■ Problem description
Pictures stay out; everything else in the records gets transcribed exactly.

■ Records for the task
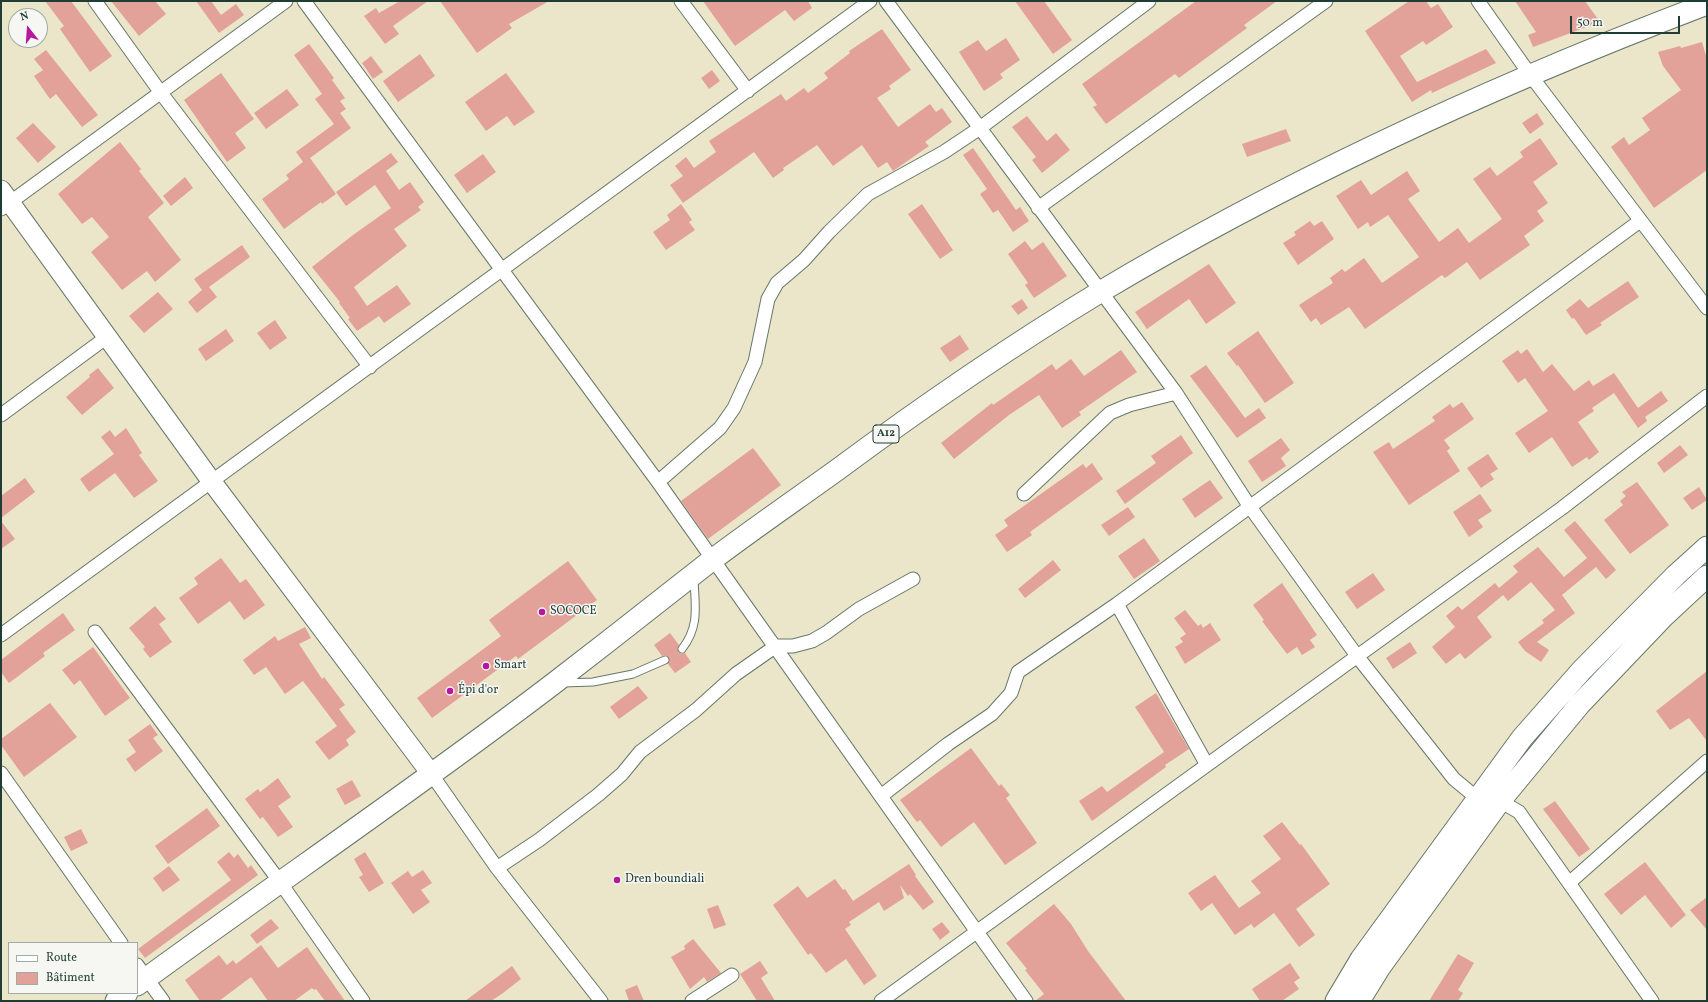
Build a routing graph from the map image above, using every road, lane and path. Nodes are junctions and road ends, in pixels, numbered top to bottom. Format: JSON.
{"nodes":[{"id":1,"x":95,"y":1,"type":"edge"},
{"id":2,"x":286,"y":1,"type":"edge"},
{"id":3,"x":304,"y":1,"type":"edge"},
{"id":4,"x":681,"y":1,"type":"edge"},
{"id":5,"x":870,"y":1,"type":"edge"},
{"id":6,"x":886,"y":1,"type":"edge"},
{"id":7,"x":1149,"y":1,"type":"edge"},
{"id":8,"x":1326,"y":1,"type":"edge"},
{"id":9,"x":1478,"y":1,"type":"edge"},
{"id":10,"x":1707,"y":4,"type":"edge"},
{"id":11,"x":1679,"y":7,"type":"edge"},
{"id":12,"x":1531,"y":76,"type":"junction"},
{"id":13,"x":748,"y":91,"type":"junction"},
{"id":14,"x":161,"y":93,"type":"junction"},
{"id":15,"x":980,"y":128,"type":"junction"},
{"id":16,"x":4,"y":201,"type":"edge"},
{"id":17,"x":1038,"y":208,"type":"junction"},
{"id":18,"x":1640,"y":221,"type":"junction"},
{"id":19,"x":502,"y":270,"type":"junction"},
{"id":20,"x":1100,"y":292,"type":"junction"},
{"id":21,"x":1707,"y":308,"type":"edge"},
{"id":22,"x":107,"y":337,"type":"junction"},
{"id":23,"x":370,"y":367,"type":"junction"},
{"id":24,"x":1176,"y":394,"type":"junction"},
{"id":25,"x":1707,"y":396,"type":"edge"},
{"id":26,"x":1,"y":416,"type":"edge"},
{"id":27,"x":212,"y":482,"type":"junction"},
{"id":28,"x":658,"y":482,"type":"junction"},
{"id":29,"x":1024,"y":494,"type":"dead end"},
{"id":30,"x":1250,"y":507,"type":"junction"},
{"id":31,"x":1707,"y":547,"type":"edge"},
{"id":32,"x":712,"y":560,"type":"junction"},
{"id":33,"x":694,"y":575,"type":"junction"},
{"id":34,"x":1707,"y":576,"type":"edge"},
{"id":35,"x":913,"y":579,"type":"dead end"},
{"id":36,"x":1117,"y":604,"type":"junction"},
{"id":37,"x":95,"y":632,"type":"dead end"},
{"id":38,"x":1,"y":635,"type":"edge"},
{"id":39,"x":776,"y":646,"type":"junction"},
{"id":40,"x":682,"y":649,"type":"dead end"},
{"id":41,"x":1357,"y":656,"type":"junction"},
{"id":42,"x":665,"y":660,"type":"dead end"},
{"id":43,"x":554,"y":684,"type":"junction"},
{"id":44,"x":1707,"y":761,"type":"edge"},
{"id":45,"x":1207,"y":765,"type":"junction"},
{"id":46,"x":1,"y":773,"type":"edge"},
{"id":47,"x":432,"y":775,"type":"junction"},
{"id":48,"x":881,"y":796,"type":"junction"},
{"id":49,"x":1477,"y":798,"type":"junction"},
{"id":50,"x":1500,"y":801,"type":"junction"},
{"id":51,"x":497,"y":868,"type":"junction"},
{"id":52,"x":280,"y":882,"type":"junction"},
{"id":53,"x":1569,"y":883,"type":"junction"},
{"id":54,"x":975,"y":932,"type":"junction"},
{"id":55,"x":120,"y":942,"type":"edge"},
{"id":56,"x":732,"y":975,"type":"dead end"},
{"id":57,"x":140,"y":977,"type":"edge"},
{"id":58,"x":126,"y":994,"type":"edge"},
{"id":59,"x":116,"y":1001,"type":"edge"},
{"id":60,"x":163,"y":1001,"type":"edge"},
{"id":61,"x":363,"y":1001,"type":"edge"},
{"id":62,"x":601,"y":1001,"type":"edge"},
{"id":63,"x":692,"y":1001,"type":"edge"},
{"id":64,"x":881,"y":1001,"type":"edge"},
{"id":65,"x":1026,"y":1001,"type":"edge"},
{"id":66,"x":1336,"y":1001,"type":"edge"},
{"id":67,"x":1359,"y":1001,"type":"edge"},
{"id":68,"x":1652,"y":1001,"type":"edge"}],
"edges":[{"from":1,"to":14,"type":"street"},
{"from":2,"to":14,"type":"street"},
{"from":3,"to":19,"type":"street"},
{"from":4,"to":13,"type":"street"},
{"from":5,"to":13,"type":"street"},
{"from":6,"to":15,"type":"street"},
{"from":7,"to":15,"type":"street"},
{"from":8,"to":17,"type":"street"},
{"from":9,"to":12,"type":"street"},
{"from":10,"to":11,"type":"main road","number":"A12"},
{"from":11,"to":12,"type":"main road","number":"A12"},
{"from":12,"to":18,"type":"street"},
{"from":12,"to":20,"type":"main road","number":"A12"},
{"from":13,"to":19,"type":"street"},
{"from":14,"to":16,"type":"street"},
{"from":14,"to":23,"type":"street"},
{"from":15,"to":17,"type":"street"},
{"from":15,"to":28,"type":"street"},
{"from":16,"to":22,"type":"street"},
{"from":17,"to":20,"type":"street"},
{"from":18,"to":21,"type":"street"},
{"from":18,"to":30,"type":"street"},
{"from":19,"to":23,"type":"street"},
{"from":19,"to":28,"type":"street"},
{"from":20,"to":24,"type":"street"},
{"from":20,"to":32,"type":"main road","number":"A12"},
{"from":22,"to":26,"type":"street"},
{"from":22,"to":27,"type":"street"},
{"from":23,"to":27,"type":"street"},
{"from":24,"to":29,"type":"street"},
{"from":24,"to":30,"type":"street"},
{"from":25,"to":41,"type":"street"},
{"from":27,"to":38,"type":"street"},
{"from":27,"to":47,"type":"street"},
{"from":28,"to":32,"type":"street"},
{"from":30,"to":36,"type":"street"},
{"from":30,"to":41,"type":"street"},
{"from":31,"to":49,"type":"main road"},
{"from":32,"to":33,"type":"main road","number":"A12"},
{"from":32,"to":39,"type":"street"},
{"from":33,"to":40,"type":"lane"},
{"from":33,"to":43,"type":"main road","number":"A12"},
{"from":34,"to":50,"type":"main road"},
{"from":35,"to":39,"type":"street"},
{"from":36,"to":45,"type":"street"},
{"from":36,"to":48,"type":"street"},
{"from":37,"to":52,"type":"street"},
{"from":39,"to":48,"type":"street"},
{"from":39,"to":51,"type":"street"},
{"from":41,"to":45,"type":"street"},
{"from":41,"to":49,"type":"street"},
{"from":42,"to":43,"type":"lane"},
{"from":43,"to":47,"type":"main road","number":"A12"},
{"from":44,"to":53,"type":"street"},
{"from":45,"to":54,"type":"street"},
{"from":46,"to":55,"type":"street"},
{"from":47,"to":51,"type":"street"},
{"from":47,"to":52,"type":"main road","number":"A12"},
{"from":48,"to":54,"type":"street"},
{"from":49,"to":50,"type":"street"},
{"from":49,"to":66,"type":"main road"},
{"from":50,"to":53,"type":"street"},
{"from":50,"to":67,"type":"main road"},
{"from":51,"to":62,"type":"street"},
{"from":52,"to":57,"type":"main road","number":"A12"},
{"from":52,"to":61,"type":"street"},
{"from":53,"to":68,"type":"street"},
{"from":54,"to":64,"type":"street"},
{"from":54,"to":65,"type":"street"},
{"from":56,"to":63,"type":"street"},
{"from":57,"to":60,"type":"street"},
{"from":58,"to":59,"type":"main road"}]}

■ Answer section
Build a routing graph from the map image above, using every road, lane and path. Nodes are junctions and road ends, in pixels, numbered top to bottom. Format: JSON.
{"nodes":[{"id":1,"x":95,"y":1,"type":"edge"},
{"id":2,"x":286,"y":1,"type":"edge"},
{"id":3,"x":304,"y":1,"type":"edge"},
{"id":4,"x":681,"y":1,"type":"edge"},
{"id":5,"x":870,"y":1,"type":"edge"},
{"id":6,"x":886,"y":1,"type":"edge"},
{"id":7,"x":1149,"y":1,"type":"edge"},
{"id":8,"x":1326,"y":1,"type":"edge"},
{"id":9,"x":1478,"y":1,"type":"edge"},
{"id":10,"x":1707,"y":4,"type":"edge"},
{"id":11,"x":1679,"y":7,"type":"edge"},
{"id":12,"x":1531,"y":76,"type":"junction"},
{"id":13,"x":748,"y":91,"type":"junction"},
{"id":14,"x":161,"y":93,"type":"junction"},
{"id":15,"x":980,"y":128,"type":"junction"},
{"id":16,"x":4,"y":201,"type":"edge"},
{"id":17,"x":1038,"y":208,"type":"junction"},
{"id":18,"x":1640,"y":221,"type":"junction"},
{"id":19,"x":502,"y":270,"type":"junction"},
{"id":20,"x":1100,"y":292,"type":"junction"},
{"id":21,"x":1707,"y":308,"type":"edge"},
{"id":22,"x":107,"y":337,"type":"junction"},
{"id":23,"x":370,"y":367,"type":"junction"},
{"id":24,"x":1176,"y":394,"type":"junction"},
{"id":25,"x":1707,"y":396,"type":"edge"},
{"id":26,"x":1,"y":416,"type":"edge"},
{"id":27,"x":212,"y":482,"type":"junction"},
{"id":28,"x":658,"y":482,"type":"junction"},
{"id":29,"x":1024,"y":494,"type":"dead end"},
{"id":30,"x":1250,"y":507,"type":"junction"},
{"id":31,"x":1707,"y":547,"type":"edge"},
{"id":32,"x":712,"y":560,"type":"junction"},
{"id":33,"x":694,"y":575,"type":"junction"},
{"id":34,"x":1707,"y":576,"type":"edge"},
{"id":35,"x":913,"y":579,"type":"dead end"},
{"id":36,"x":1117,"y":604,"type":"junction"},
{"id":37,"x":95,"y":632,"type":"dead end"},
{"id":38,"x":1,"y":635,"type":"edge"},
{"id":39,"x":776,"y":646,"type":"junction"},
{"id":40,"x":682,"y":649,"type":"dead end"},
{"id":41,"x":1357,"y":656,"type":"junction"},
{"id":42,"x":665,"y":660,"type":"dead end"},
{"id":43,"x":554,"y":684,"type":"junction"},
{"id":44,"x":1707,"y":761,"type":"edge"},
{"id":45,"x":1207,"y":765,"type":"junction"},
{"id":46,"x":1,"y":773,"type":"edge"},
{"id":47,"x":432,"y":775,"type":"junction"},
{"id":48,"x":881,"y":796,"type":"junction"},
{"id":49,"x":1477,"y":798,"type":"junction"},
{"id":50,"x":1500,"y":801,"type":"junction"},
{"id":51,"x":497,"y":868,"type":"junction"},
{"id":52,"x":280,"y":882,"type":"junction"},
{"id":53,"x":1569,"y":883,"type":"junction"},
{"id":54,"x":975,"y":932,"type":"junction"},
{"id":55,"x":120,"y":942,"type":"edge"},
{"id":56,"x":732,"y":975,"type":"dead end"},
{"id":57,"x":140,"y":977,"type":"edge"},
{"id":58,"x":126,"y":994,"type":"edge"},
{"id":59,"x":116,"y":1001,"type":"edge"},
{"id":60,"x":163,"y":1001,"type":"edge"},
{"id":61,"x":363,"y":1001,"type":"edge"},
{"id":62,"x":601,"y":1001,"type":"edge"},
{"id":63,"x":692,"y":1001,"type":"edge"},
{"id":64,"x":881,"y":1001,"type":"edge"},
{"id":65,"x":1026,"y":1001,"type":"edge"},
{"id":66,"x":1336,"y":1001,"type":"edge"},
{"id":67,"x":1359,"y":1001,"type":"edge"},
{"id":68,"x":1652,"y":1001,"type":"edge"}],
"edges":[{"from":1,"to":14,"type":"street"},
{"from":2,"to":14,"type":"street"},
{"from":3,"to":19,"type":"street"},
{"from":4,"to":13,"type":"street"},
{"from":5,"to":13,"type":"street"},
{"from":6,"to":15,"type":"street"},
{"from":7,"to":15,"type":"street"},
{"from":8,"to":17,"type":"street"},
{"from":9,"to":12,"type":"street"},
{"from":10,"to":11,"type":"main road","number":"A12"},
{"from":11,"to":12,"type":"main road","number":"A12"},
{"from":12,"to":18,"type":"street"},
{"from":12,"to":20,"type":"main road","number":"A12"},
{"from":13,"to":19,"type":"street"},
{"from":14,"to":16,"type":"street"},
{"from":14,"to":23,"type":"street"},
{"from":15,"to":17,"type":"street"},
{"from":15,"to":28,"type":"street"},
{"from":16,"to":22,"type":"street"},
{"from":17,"to":20,"type":"street"},
{"from":18,"to":21,"type":"street"},
{"from":18,"to":30,"type":"street"},
{"from":19,"to":23,"type":"street"},
{"from":19,"to":28,"type":"street"},
{"from":20,"to":24,"type":"street"},
{"from":20,"to":32,"type":"main road","number":"A12"},
{"from":22,"to":26,"type":"street"},
{"from":22,"to":27,"type":"street"},
{"from":23,"to":27,"type":"street"},
{"from":24,"to":29,"type":"street"},
{"from":24,"to":30,"type":"street"},
{"from":25,"to":41,"type":"street"},
{"from":27,"to":38,"type":"street"},
{"from":27,"to":47,"type":"street"},
{"from":28,"to":32,"type":"street"},
{"from":30,"to":36,"type":"street"},
{"from":30,"to":41,"type":"street"},
{"from":31,"to":49,"type":"main road"},
{"from":32,"to":33,"type":"main road","number":"A12"},
{"from":32,"to":39,"type":"street"},
{"from":33,"to":40,"type":"lane"},
{"from":33,"to":43,"type":"main road","number":"A12"},
{"from":34,"to":50,"type":"main road"},
{"from":35,"to":39,"type":"street"},
{"from":36,"to":45,"type":"street"},
{"from":36,"to":48,"type":"street"},
{"from":37,"to":52,"type":"street"},
{"from":39,"to":48,"type":"street"},
{"from":39,"to":51,"type":"street"},
{"from":41,"to":45,"type":"street"},
{"from":41,"to":49,"type":"street"},
{"from":42,"to":43,"type":"lane"},
{"from":43,"to":47,"type":"main road","number":"A12"},
{"from":44,"to":53,"type":"street"},
{"from":45,"to":54,"type":"street"},
{"from":46,"to":55,"type":"street"},
{"from":47,"to":51,"type":"street"},
{"from":47,"to":52,"type":"main road","number":"A12"},
{"from":48,"to":54,"type":"street"},
{"from":49,"to":50,"type":"street"},
{"from":49,"to":66,"type":"main road"},
{"from":50,"to":53,"type":"street"},
{"from":50,"to":67,"type":"main road"},
{"from":51,"to":62,"type":"street"},
{"from":52,"to":57,"type":"main road","number":"A12"},
{"from":52,"to":61,"type":"street"},
{"from":53,"to":68,"type":"street"},
{"from":54,"to":64,"type":"street"},
{"from":54,"to":65,"type":"street"},
{"from":56,"to":63,"type":"street"},
{"from":57,"to":60,"type":"street"},
{"from":58,"to":59,"type":"main road"}]}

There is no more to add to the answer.